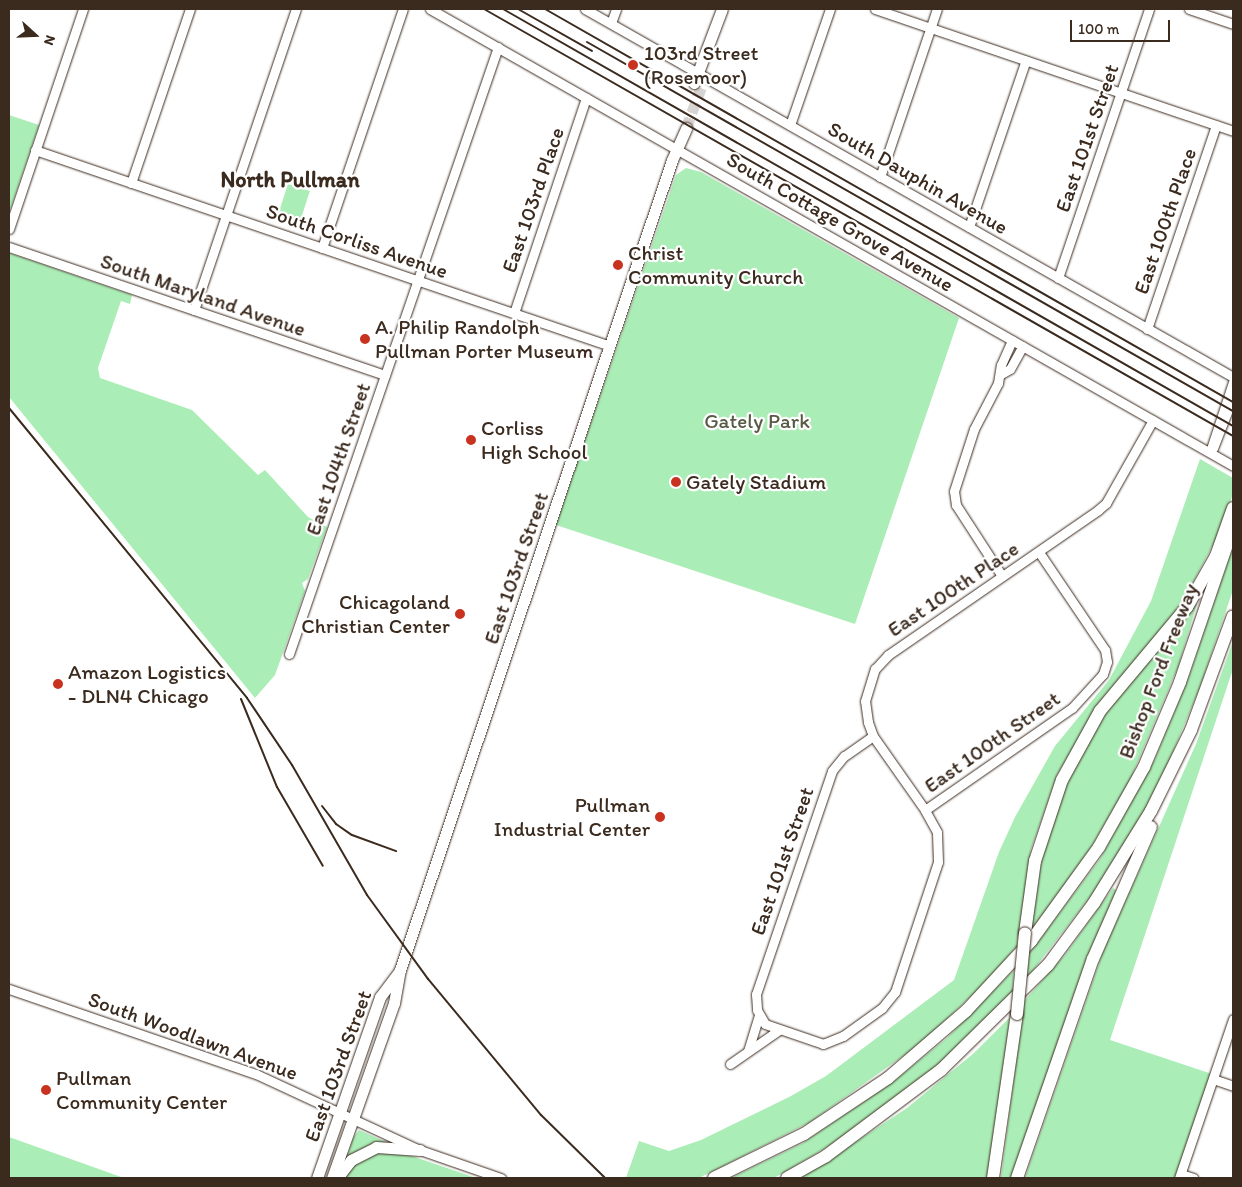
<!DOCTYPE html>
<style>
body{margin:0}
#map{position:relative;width:1242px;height:1187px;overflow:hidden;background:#fff;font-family:Itim,sans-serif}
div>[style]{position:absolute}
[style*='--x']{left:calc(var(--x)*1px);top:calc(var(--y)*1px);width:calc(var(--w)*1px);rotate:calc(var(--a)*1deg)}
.green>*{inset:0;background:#abedb6;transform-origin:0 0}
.major-tunnel>*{height:11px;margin-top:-5.5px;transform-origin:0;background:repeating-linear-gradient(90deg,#d8d4d2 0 11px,transparent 0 16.5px)}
.roads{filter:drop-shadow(0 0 1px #3b2a1e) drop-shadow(0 0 1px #3b2a1e)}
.minor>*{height:9px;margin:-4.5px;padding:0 4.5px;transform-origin:4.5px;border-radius:4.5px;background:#fff}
.major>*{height:11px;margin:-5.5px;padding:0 5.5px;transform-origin:5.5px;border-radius:5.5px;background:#fff}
.highway>*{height:12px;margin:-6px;padding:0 6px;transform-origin:6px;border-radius:6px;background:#fff}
.rail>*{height:2px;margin:-1px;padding:0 1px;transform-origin:1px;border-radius:1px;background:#3b2a1e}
.bridges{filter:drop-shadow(0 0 1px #3b2a1e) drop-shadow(0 0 1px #3b2a1e)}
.highway-bridge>*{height:12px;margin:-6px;padding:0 6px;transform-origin:6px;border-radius:6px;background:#fff}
.dots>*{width:14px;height:14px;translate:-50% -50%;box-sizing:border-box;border:2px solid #fff;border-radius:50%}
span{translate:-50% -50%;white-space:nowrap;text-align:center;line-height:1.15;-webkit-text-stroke:4.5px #fff;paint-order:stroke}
.poi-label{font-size:21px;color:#3b2a1e}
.left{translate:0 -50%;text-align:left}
.right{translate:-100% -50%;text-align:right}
.street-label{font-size:21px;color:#3b2a1e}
.park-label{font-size:21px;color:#575b44}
.neighbourhood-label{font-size:22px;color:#3b2a1e;font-weight:700}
.frame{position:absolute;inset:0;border:10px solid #3b2a1e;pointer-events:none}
.north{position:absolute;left:10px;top:10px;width:50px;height:50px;-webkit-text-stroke:4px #fff;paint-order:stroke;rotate:110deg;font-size:14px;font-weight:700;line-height:20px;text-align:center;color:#3b2a1e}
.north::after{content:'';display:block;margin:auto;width:18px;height:22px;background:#3b2a1e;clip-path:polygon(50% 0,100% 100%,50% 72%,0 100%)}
.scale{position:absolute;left:1070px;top:20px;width:100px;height:22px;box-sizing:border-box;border:2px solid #3b2a1e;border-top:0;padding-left:6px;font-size:15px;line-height:18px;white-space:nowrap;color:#3b2a1e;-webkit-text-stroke:4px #fff;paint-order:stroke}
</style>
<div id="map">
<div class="green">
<i style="clip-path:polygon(9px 115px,39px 125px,9px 213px)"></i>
<i style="clip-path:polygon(686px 168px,701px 172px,959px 318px,855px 624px,556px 525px,676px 175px)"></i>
<i style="left:288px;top:184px;width:23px;height:37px;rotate:18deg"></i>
<i style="clip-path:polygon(9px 253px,132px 295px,130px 304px,121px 301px,98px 368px,100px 378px,192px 410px,258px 475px,265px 470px,308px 517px,327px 527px,308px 579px,302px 583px,305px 591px,275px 675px,255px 698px,9px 397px)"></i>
<i style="clip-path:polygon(1200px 459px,1233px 478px,1233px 494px,1220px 532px,1180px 606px,1094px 713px,1057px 775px,1031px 849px,1017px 946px,984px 984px,920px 1044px,810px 1122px,699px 1178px,626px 1178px,639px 1141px,669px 1151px,701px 1140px,791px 1096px,826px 1076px,954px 980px,999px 852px,1015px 817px,1055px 746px,1109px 680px,1151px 601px)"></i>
<i style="clip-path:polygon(1233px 547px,1233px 590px,1200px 687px,1170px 759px,1144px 811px,1100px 884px,1027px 978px,1029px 954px,1100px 859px,1155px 759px,1189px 677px)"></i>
<i style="clip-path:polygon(1194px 604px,1197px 604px,1178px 667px,1130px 780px,1086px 856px,1031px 930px,1042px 858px,1066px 784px,1103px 717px)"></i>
<i style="clip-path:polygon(1233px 641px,1233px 669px,1110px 1040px,1212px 1074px,1176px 1178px,1025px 1178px,1103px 952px,1196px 744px)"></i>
<i style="clip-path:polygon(1113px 888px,1117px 891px,1012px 1178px,1001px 1178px,1024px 1001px,1065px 955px)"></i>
<i style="clip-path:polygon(1014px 970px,1012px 995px,938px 1066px,841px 1139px,774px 1178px,731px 1178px,803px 1143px,893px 1082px,947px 1038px)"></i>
<i style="clip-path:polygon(1010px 1017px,988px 1178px,801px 1178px,907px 1108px,974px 1053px)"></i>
<i style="clip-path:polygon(359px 1130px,386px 1142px,347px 1158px,353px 1138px)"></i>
<i style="clip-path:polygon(9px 1137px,124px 1178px,9px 1178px)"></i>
<i style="clip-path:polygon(370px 1152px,400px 1152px,476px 1178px,343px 1178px,348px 1167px)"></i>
</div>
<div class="major-tunnel">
<i style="--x:686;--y:128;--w:43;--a:-69.4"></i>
</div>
<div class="roads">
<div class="minor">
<i style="--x:430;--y:9;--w:924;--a:29.64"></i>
<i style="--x:585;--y:9;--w:745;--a:29.59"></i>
<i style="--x:875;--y:9;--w:378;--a:18.8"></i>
<i style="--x:1189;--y:9;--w:46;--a:18.8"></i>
<i style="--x:611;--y:23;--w:15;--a:-70"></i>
<i style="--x:790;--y:125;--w:123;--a:-71"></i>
<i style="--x:35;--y:150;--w:607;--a:18.82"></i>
<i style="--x:880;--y:177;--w:177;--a:-71.3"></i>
<i style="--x:131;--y:183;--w:184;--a:-71.3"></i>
<i style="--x:969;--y:227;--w:176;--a:-71.2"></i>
<i style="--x:9;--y:229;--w:232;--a:-71.4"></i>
<i style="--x:9;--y:247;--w:397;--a:18.8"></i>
<i style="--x:322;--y:248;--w:252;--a:-71.3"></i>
<i style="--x:1058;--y:278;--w:284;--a:-71.3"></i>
<i style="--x:194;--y:310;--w:318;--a:-71.3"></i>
<i style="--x:514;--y:313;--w:227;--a:-71.5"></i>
<i style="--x:1147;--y:329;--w:215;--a:-71.3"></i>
<i style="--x:1001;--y:374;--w:10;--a:-29"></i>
<i style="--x:1010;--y:369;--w:26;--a:-61"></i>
<i style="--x:1213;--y:448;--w:55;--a:-68.6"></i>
<i style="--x:1210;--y:452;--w:74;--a:-71.8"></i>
<i style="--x:1002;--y:576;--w:85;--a:-122.9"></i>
<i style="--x:956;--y:505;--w:14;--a:-98"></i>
<i style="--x:954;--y:491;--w:65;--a:-72.1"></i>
<i style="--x:974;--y:429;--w:52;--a:-62.4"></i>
<i style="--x:998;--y:383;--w:18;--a:-81"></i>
<i style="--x:1001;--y:365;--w:27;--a:-66"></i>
<i style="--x:289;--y:654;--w:642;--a:-71"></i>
<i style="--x:873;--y:736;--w:35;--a:145"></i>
<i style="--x:844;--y:756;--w:19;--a:129"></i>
<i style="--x:832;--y:771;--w:236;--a:108.8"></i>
<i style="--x:756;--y:994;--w:16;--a:86"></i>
<i style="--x:757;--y:1010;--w:16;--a:60"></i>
<i style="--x:765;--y:1024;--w:61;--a:19"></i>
<i style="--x:823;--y:1044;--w:22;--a:-22"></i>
<i style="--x:843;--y:1036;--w:48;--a:-35.7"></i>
<i style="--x:882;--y:1008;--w:21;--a:-51"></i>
<i style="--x:895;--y:992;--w:137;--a:-71.7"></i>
<i style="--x:938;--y:862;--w:30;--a:-92"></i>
<i style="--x:937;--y:832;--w:25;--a:-119"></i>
<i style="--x:925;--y:810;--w:179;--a:-34.8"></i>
<i style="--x:1072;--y:708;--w:46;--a:-47.6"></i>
<i style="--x:1103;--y:674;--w:13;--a:-72"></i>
<i style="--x:1107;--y:662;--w:12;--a:-99"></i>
<i style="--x:1105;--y:650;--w:118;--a:-124"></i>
<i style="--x:925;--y:810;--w:90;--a:-125.1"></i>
<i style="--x:873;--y:736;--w:15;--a:-110"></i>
<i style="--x:868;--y:722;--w:21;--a:-98"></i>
<i style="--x:865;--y:701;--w:34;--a:-73"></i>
<i style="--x:875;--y:669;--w:19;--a:-47"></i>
<i style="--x:888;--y:655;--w:255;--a:-34.6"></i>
<i style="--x:1098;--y:510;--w:11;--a:-41"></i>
<i style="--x:1106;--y:503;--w:95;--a:-60.5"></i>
<i style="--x:9;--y:989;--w:261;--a:19"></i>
<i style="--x:256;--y:1074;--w:181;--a:24.9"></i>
<i style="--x:420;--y:1150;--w:86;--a:19.1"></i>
<i style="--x:748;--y:1051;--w:37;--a:-73"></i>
<i style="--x:730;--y:1064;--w:60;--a:-34.8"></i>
<i style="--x:1213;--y:1079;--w:21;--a:19"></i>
<i style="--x:1181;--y:1174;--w:13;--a:18"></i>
<i style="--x:1179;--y:1178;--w:168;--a:-71.2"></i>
</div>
<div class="major">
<i style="--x:694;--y:83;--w:79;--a:-69.3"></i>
<i style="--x:317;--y:1178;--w:192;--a:-70.8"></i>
<i style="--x:380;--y:997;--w:31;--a:-53"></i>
<i style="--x:332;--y:1178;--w:186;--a:-70.5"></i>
<i style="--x:394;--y:1003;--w:34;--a:-80"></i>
<i style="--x:400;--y:970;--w:854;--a:-71.44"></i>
<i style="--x:672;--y:160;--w:35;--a:-66"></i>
<i style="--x:337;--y:1178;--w:23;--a:-52"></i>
<i style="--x:351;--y:1160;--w:28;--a:-27"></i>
<i style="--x:376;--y:1147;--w:44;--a:3.9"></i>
</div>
<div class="highway">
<i style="--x:1025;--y:933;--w:73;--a:-82.1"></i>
<i style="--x:1035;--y:861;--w:85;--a:-71.6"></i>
<i style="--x:1062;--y:780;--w:79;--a:-61.2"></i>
<i style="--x:1100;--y:711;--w:136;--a:-50.1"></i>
<i style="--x:1187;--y:607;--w:59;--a:-60.4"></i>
<i style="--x:1216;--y:556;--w:51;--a:-70.5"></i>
<i style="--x:714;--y:1178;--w:100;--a:-26.1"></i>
<i style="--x:804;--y:1134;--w:101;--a:-33.7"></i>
<i style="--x:888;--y:1078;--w:103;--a:-40.7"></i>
<i style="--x:966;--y:1011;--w:96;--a:-47.1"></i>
<i style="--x:1031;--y:941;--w:116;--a:-54.1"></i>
<i style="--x:1099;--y:847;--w:92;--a:-60.6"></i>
<i style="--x:1144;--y:767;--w:92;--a:-67"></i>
<i style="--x:1180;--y:682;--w:164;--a:-71.1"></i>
<i style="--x:787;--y:1178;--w:45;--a:-29.4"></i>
<i style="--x:826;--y:1156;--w:144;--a:-36.8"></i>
<i style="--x:941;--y:1070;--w:150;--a:-44.5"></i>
<i style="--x:1048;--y:965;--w:77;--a:-53.4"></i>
<i style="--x:1094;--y:903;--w:108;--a:-58.2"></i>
<i style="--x:1151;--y:811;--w:90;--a:-63.7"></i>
<i style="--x:1191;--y:730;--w:121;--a:-69.8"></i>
<i style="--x:993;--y:1178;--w:166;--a:-81.7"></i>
<i style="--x:1017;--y:1178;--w:232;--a:-70.9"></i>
<i style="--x:1093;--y:959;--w:144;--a:-66.3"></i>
</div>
</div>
<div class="rail">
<i style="--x:484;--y:9;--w:862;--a:29.69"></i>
<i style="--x:503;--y:9;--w:841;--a:29.74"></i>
<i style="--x:518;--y:9;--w:85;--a:29.6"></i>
<i style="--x:545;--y:9;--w:792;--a:29.74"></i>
<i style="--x:587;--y:42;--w:744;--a:29.74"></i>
<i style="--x:9;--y:408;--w:375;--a:50.6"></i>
<i style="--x:247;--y:698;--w:81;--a:56.1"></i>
<i style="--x:292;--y:765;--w:150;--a:60"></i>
<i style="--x:367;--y:895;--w:104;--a:54"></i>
<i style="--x:428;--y:979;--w:177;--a:50.3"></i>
<i style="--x:541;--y:1115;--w:90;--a:44.5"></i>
<i style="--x:241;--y:699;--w:95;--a:67.8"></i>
<i style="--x:277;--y:787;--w:91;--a:59.8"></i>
<i style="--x:322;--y:806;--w:23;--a:52"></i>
<i style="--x:336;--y:824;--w:19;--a:35"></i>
<i style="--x:352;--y:835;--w:47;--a:20"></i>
</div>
<div class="bridges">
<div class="highway-bridge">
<i style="--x:1017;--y:1014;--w:81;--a:-84.4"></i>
</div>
</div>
<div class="dots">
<i style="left:633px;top:65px;background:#c8321e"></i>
<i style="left:618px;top:265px;background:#c8321e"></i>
<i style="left:365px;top:339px;background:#c8321e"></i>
<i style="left:471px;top:440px;background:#c8321e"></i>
<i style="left:676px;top:482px;background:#c8321e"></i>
<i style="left:460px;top:614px;background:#c8321e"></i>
<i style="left:58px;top:684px;background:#c8321e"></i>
<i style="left:660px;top:817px;background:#c8321e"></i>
<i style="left:46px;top:1090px;background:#c8321e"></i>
</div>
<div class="poi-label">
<span class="left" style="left:644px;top:65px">103rd Street<br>(Rosemoor)</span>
<span class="left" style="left:628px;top:265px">Christ<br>Community Church</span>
<span class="left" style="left:375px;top:339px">A. Philip Randolph<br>Pullman Porter Museum</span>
<span class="left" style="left:481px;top:440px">Corliss<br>High School</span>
<span class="left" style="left:686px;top:482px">Gately Stadium</span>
<span class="right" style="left:450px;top:614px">Chicagoland<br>Christian Center</span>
<span class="left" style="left:68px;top:684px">Amazon Logistics<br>- DLN4 Chicago</span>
<span class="right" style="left:650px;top:817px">Pullman<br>Industrial Center</span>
<span class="left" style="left:56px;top:1090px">Pullman<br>Community Center</span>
</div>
<div class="street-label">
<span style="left:1087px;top:138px;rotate:-71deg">East 101st Street</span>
<span style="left:918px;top:178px;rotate:30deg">South Dauphin Avenue</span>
<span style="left:533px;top:200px;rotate:-71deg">East 103rd Place</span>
<span style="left:1165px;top:221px;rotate:-71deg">East 100th Place</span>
<span style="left:840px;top:222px;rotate:30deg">South Cottage Grove Avenue</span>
<span style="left:357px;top:241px;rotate:19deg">South Corliss Avenue</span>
<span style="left:203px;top:295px;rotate:19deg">South Maryland Avenue</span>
<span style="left:338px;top:459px;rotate:-71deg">East 104th Street</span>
<span style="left:516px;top:568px;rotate:-71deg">East 103rd Street</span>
<span style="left:953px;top:589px;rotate:-34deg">East 100th Place</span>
<span style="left:1158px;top:671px;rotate:-69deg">Bishop Ford Freeway</span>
<span style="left:992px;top:742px;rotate:-35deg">East 100th Street</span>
<span style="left:782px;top:861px;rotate:-71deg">East 101st Street</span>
<span style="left:193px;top:1036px;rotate:20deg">South Woodlawn Avenue</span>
<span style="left:338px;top:1066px;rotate:-70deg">East 103rd Street</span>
</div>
<div class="park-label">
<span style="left:757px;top:421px">Gately Park</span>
</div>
<div class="neighbourhood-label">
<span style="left:290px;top:180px">North Pullman</span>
</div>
<div class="frame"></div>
<div class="north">N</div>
<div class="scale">100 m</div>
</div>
+ + + + + + +
◆ Exercise: Please filter the listing down to lines that include the word "green".

◆ Completed exercise:
.green>*{inset:0;background:#abedb6;transform-origin:0 0}
<div class="green">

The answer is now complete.